Bankruptcy Courts Must Advise Creditors on the Scope of Discharge Injunctions

On Behalf of | May 5, 2020 | Uncategorized |

In In re John G. Moser, BAP No. NC-19-1094-FBTa (April 15, 2020), the Ninth Circuit Bankruptcy Appellate Panel (“BAP”) held that the “return to the fray” doctrine requires bankruptcy courts to advise creditors on the scope of discharge injunctions.

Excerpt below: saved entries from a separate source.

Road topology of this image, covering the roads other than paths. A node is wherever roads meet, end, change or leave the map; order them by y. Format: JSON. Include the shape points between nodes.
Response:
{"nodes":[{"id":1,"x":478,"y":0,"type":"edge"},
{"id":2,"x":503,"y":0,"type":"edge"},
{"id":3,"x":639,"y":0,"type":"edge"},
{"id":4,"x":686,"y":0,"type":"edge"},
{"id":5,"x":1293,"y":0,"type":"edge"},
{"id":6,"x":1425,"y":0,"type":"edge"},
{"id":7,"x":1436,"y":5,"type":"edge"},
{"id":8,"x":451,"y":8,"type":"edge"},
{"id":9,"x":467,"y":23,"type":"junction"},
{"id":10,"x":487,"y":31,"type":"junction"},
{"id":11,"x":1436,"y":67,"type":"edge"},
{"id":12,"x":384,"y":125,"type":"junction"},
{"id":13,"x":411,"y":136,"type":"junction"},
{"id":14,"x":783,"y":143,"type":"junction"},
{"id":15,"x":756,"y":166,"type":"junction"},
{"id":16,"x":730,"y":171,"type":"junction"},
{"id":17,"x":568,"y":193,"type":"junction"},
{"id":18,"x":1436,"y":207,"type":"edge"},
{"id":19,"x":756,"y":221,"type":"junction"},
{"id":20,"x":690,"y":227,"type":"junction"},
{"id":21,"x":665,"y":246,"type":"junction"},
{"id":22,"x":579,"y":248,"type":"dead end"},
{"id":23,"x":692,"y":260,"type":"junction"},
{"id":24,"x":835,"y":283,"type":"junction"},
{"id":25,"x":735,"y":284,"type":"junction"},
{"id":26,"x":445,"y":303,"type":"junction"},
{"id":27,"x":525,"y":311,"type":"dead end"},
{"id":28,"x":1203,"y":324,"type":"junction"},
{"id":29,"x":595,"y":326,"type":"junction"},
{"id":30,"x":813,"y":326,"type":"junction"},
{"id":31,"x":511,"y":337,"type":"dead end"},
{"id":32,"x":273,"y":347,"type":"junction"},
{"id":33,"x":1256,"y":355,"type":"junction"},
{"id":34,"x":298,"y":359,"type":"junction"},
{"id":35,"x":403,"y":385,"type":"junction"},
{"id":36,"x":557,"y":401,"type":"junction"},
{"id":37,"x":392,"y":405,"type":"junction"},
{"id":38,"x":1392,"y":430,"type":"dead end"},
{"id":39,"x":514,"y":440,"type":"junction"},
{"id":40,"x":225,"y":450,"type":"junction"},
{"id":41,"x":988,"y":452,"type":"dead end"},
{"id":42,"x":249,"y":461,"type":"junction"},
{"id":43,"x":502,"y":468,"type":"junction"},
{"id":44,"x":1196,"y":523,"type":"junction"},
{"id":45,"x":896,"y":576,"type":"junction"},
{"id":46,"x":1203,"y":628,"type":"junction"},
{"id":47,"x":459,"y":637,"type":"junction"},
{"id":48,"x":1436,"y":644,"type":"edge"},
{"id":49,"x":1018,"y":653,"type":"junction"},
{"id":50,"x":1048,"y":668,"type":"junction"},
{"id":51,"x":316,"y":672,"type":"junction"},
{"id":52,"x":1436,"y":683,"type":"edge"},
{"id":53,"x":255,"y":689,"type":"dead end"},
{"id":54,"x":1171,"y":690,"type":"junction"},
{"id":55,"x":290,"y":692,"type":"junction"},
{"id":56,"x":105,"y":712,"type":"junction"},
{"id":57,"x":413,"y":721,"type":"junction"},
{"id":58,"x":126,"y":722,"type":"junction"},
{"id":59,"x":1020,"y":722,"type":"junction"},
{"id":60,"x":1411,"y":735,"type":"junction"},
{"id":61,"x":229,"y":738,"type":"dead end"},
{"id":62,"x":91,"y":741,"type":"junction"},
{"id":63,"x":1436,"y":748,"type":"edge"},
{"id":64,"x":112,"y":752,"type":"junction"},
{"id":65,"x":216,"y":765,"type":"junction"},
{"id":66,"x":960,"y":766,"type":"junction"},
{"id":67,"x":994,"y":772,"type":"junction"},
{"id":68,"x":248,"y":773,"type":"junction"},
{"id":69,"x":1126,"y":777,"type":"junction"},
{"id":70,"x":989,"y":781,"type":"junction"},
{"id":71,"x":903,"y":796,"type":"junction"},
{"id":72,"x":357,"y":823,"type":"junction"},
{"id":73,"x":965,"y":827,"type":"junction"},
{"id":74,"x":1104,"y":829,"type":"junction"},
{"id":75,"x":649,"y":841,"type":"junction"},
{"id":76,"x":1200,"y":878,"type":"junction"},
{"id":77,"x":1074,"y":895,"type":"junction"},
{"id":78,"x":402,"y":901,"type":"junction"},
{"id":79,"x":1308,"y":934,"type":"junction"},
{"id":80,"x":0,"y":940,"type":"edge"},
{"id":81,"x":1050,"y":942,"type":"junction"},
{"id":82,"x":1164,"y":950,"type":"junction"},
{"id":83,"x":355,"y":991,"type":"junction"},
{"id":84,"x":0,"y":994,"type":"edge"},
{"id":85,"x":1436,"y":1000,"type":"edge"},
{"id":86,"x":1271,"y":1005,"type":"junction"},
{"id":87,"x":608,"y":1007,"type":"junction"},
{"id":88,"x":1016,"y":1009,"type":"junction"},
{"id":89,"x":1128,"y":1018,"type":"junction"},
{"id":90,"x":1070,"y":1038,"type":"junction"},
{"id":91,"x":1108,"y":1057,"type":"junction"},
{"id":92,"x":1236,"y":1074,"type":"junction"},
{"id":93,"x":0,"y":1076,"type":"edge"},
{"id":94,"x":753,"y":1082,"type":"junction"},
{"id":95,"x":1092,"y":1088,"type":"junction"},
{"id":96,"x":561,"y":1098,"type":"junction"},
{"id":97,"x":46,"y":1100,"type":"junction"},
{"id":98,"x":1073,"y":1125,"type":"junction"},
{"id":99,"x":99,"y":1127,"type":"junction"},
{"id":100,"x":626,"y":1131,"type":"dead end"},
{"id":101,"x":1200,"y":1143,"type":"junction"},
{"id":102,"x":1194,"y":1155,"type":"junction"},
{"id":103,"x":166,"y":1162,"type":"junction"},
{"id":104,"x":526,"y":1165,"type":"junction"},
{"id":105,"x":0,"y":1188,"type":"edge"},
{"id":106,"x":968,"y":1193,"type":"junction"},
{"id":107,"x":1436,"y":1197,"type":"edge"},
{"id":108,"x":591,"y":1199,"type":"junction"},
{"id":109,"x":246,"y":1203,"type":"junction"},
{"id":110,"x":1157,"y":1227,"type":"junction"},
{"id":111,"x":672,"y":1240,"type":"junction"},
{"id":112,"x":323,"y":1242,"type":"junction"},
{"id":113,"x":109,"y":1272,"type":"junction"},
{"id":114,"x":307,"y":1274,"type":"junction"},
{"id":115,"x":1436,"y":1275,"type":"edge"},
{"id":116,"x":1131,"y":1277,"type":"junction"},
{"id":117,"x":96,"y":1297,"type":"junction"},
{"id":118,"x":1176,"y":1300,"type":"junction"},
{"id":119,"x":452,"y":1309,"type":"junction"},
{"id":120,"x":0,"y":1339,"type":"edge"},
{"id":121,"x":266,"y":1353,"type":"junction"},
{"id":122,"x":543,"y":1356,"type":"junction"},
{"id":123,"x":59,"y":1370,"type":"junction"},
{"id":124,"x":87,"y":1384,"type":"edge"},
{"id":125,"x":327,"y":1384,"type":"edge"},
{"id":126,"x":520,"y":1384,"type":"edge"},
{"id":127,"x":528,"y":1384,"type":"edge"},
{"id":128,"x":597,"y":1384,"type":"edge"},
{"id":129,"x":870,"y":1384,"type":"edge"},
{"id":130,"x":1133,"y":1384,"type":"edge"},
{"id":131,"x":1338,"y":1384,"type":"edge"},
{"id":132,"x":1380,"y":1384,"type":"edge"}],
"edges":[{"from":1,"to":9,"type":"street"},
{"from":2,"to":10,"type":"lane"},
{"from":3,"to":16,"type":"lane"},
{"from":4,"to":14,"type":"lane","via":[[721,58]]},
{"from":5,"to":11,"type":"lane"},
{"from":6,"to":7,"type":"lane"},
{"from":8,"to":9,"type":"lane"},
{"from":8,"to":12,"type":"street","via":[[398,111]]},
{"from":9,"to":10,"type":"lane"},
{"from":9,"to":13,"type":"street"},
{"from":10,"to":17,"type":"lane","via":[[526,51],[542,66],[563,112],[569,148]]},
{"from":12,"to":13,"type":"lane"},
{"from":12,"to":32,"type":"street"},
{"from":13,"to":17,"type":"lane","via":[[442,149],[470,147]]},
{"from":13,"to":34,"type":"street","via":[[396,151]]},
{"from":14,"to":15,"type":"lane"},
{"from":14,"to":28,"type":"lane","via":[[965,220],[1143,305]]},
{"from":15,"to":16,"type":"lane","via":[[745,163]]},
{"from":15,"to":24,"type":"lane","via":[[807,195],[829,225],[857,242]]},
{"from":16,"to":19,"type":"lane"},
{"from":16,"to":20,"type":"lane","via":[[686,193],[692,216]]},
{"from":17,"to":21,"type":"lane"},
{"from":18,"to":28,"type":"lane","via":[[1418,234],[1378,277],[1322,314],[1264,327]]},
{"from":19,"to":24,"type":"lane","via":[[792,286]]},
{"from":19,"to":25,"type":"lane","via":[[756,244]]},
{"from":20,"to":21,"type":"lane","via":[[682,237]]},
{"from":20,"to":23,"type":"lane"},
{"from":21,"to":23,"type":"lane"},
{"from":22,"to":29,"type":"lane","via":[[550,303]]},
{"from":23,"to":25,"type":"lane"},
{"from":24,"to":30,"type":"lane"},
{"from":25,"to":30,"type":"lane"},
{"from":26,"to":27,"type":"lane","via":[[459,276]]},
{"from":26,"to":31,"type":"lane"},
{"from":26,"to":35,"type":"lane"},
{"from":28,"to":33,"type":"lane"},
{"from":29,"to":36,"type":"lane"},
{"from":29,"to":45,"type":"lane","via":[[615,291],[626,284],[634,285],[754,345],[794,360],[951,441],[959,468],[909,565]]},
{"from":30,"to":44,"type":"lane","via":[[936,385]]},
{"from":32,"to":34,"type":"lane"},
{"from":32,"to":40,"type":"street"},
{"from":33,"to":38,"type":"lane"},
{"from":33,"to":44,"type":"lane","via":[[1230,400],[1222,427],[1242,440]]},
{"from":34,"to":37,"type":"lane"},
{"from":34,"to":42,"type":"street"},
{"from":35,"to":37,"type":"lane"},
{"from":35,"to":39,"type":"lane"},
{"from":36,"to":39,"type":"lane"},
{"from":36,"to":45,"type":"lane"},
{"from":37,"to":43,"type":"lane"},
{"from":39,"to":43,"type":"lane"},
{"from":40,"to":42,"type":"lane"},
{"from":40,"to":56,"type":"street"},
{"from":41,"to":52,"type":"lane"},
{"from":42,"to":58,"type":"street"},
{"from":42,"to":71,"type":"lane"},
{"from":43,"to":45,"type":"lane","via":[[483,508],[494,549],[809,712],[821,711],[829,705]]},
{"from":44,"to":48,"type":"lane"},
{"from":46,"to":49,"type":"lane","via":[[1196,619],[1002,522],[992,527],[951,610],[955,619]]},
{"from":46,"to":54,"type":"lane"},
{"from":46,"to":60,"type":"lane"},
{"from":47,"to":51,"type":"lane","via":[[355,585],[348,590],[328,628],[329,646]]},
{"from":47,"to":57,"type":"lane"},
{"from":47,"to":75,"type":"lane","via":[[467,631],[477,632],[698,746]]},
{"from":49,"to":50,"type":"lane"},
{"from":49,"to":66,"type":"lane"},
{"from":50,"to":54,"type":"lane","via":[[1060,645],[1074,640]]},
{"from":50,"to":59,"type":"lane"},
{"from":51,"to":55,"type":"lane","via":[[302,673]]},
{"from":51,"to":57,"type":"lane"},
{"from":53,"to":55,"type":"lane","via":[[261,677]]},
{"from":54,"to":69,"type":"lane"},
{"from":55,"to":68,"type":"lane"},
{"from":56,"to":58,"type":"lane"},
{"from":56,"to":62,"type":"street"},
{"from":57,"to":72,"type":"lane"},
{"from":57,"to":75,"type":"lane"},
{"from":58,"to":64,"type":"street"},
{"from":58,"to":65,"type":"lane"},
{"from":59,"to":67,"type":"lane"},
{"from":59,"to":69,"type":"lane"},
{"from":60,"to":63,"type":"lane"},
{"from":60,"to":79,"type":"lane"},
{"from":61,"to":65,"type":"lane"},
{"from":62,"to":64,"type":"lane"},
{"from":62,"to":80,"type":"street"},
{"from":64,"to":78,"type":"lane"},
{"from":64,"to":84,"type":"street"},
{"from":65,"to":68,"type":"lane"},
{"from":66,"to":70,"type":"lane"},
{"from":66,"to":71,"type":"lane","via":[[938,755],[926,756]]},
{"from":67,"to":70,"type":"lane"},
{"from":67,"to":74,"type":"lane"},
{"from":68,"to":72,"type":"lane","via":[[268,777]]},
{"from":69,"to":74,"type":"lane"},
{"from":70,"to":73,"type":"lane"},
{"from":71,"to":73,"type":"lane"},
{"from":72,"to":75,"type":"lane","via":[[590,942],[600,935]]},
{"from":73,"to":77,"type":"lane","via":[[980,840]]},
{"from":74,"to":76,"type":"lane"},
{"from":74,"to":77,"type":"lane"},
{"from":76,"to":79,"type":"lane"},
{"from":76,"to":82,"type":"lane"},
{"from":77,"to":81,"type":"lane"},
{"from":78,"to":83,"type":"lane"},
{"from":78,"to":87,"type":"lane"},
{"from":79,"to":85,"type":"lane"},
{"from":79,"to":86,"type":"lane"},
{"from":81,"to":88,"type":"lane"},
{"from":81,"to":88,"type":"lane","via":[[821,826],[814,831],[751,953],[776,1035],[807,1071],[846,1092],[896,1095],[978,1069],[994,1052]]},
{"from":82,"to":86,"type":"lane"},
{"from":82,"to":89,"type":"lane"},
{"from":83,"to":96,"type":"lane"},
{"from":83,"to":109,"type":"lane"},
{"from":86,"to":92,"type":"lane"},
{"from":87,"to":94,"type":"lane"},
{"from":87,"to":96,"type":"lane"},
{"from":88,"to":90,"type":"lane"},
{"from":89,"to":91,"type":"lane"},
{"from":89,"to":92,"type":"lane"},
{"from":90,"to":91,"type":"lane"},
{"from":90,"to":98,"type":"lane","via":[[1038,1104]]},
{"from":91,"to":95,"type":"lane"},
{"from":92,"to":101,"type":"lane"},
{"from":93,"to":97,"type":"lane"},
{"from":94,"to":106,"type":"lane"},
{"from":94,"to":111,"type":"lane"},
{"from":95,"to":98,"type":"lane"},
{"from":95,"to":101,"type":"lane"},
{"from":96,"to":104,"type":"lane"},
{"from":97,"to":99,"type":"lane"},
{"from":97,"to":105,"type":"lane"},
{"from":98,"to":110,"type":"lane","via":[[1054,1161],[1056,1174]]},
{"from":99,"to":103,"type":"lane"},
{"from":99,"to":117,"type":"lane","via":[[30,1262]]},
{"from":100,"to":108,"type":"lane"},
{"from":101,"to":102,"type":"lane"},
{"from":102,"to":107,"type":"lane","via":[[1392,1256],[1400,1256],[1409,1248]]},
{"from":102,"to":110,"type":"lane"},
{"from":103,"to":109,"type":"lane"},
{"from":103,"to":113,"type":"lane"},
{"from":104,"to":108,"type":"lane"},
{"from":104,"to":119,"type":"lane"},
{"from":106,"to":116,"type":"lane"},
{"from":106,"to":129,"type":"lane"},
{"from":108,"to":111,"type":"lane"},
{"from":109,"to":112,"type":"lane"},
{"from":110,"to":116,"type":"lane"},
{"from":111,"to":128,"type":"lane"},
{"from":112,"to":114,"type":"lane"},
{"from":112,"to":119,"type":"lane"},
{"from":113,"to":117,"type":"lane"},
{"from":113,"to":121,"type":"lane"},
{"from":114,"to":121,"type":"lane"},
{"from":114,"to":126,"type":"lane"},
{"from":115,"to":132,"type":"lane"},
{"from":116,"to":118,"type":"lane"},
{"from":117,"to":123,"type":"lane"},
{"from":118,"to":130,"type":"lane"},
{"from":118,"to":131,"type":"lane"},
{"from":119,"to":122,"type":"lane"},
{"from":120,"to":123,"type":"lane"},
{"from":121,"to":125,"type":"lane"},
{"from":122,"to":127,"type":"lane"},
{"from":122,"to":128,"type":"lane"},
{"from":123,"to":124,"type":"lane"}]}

The “return to the fray” doctrine is an equitable principle which states that if a debtor engages in litigation, receives a discharge in bankruptcy, and then voluntarily resumes the litigation, the discharge may no longer be applicable to certain fees and costs. By voluntarily resuming litigation post-petition, the debtor opens themselves up for consequences from the court for acting in an inequitable manner. Likewise, if a creditor believes that the debtor has “returned to the fray,” the creditor is advised to seek guidance from the court in order to avoid violating the discharge injunction, which would also result in consequences from the court.
In Moser, the debtor and the creditor entered into litigation for allegations regarding the misrepresentation of loans. Shortly after, the debtor filed a Chapter 7 petition and ultimately received a discharge. Several years later, the creditor, in an attempt to collect fees and costs from the debtor, filed an alter ego complaint in state court against the debtor. After much litigation, the creditor filed a complaint with the bankruptcy court asking whether the discharge injunction barred it from prosecuting certain claims against the debtor in state court because the creditor believed the debtor had “returned to the fray” of litigation. The bankruptcy court dismissed the creditor’s complaint and told the creditor to proceed at its own peril. The court held that it could not rule on the discharge issue without inappropriately speculating about the state court’s decisions. The BAP reversed and held that the bankruptcy court’s refusal to clarify the scope of the discharge injunction was an abuse of discretion. The BAP reasoned that declining to clarify the scope of the injunction left the creditor in an impossible position: it could either blindly proceed in state court and risk severe consequences in the bankruptcy court or play it safe and walk away from the potential recovery of large state court judgments.
The BAP determined that the “return to the fray” doctrine requires bankruptcy courts to advise creditors on the scope of discharge injunctions. Because the “return to the fray” doctrine is fact specific, Moser confirms that creditors may seek clarification from the bankruptcy court so they can avoid a the risk of a costly violation of a discharge injunction.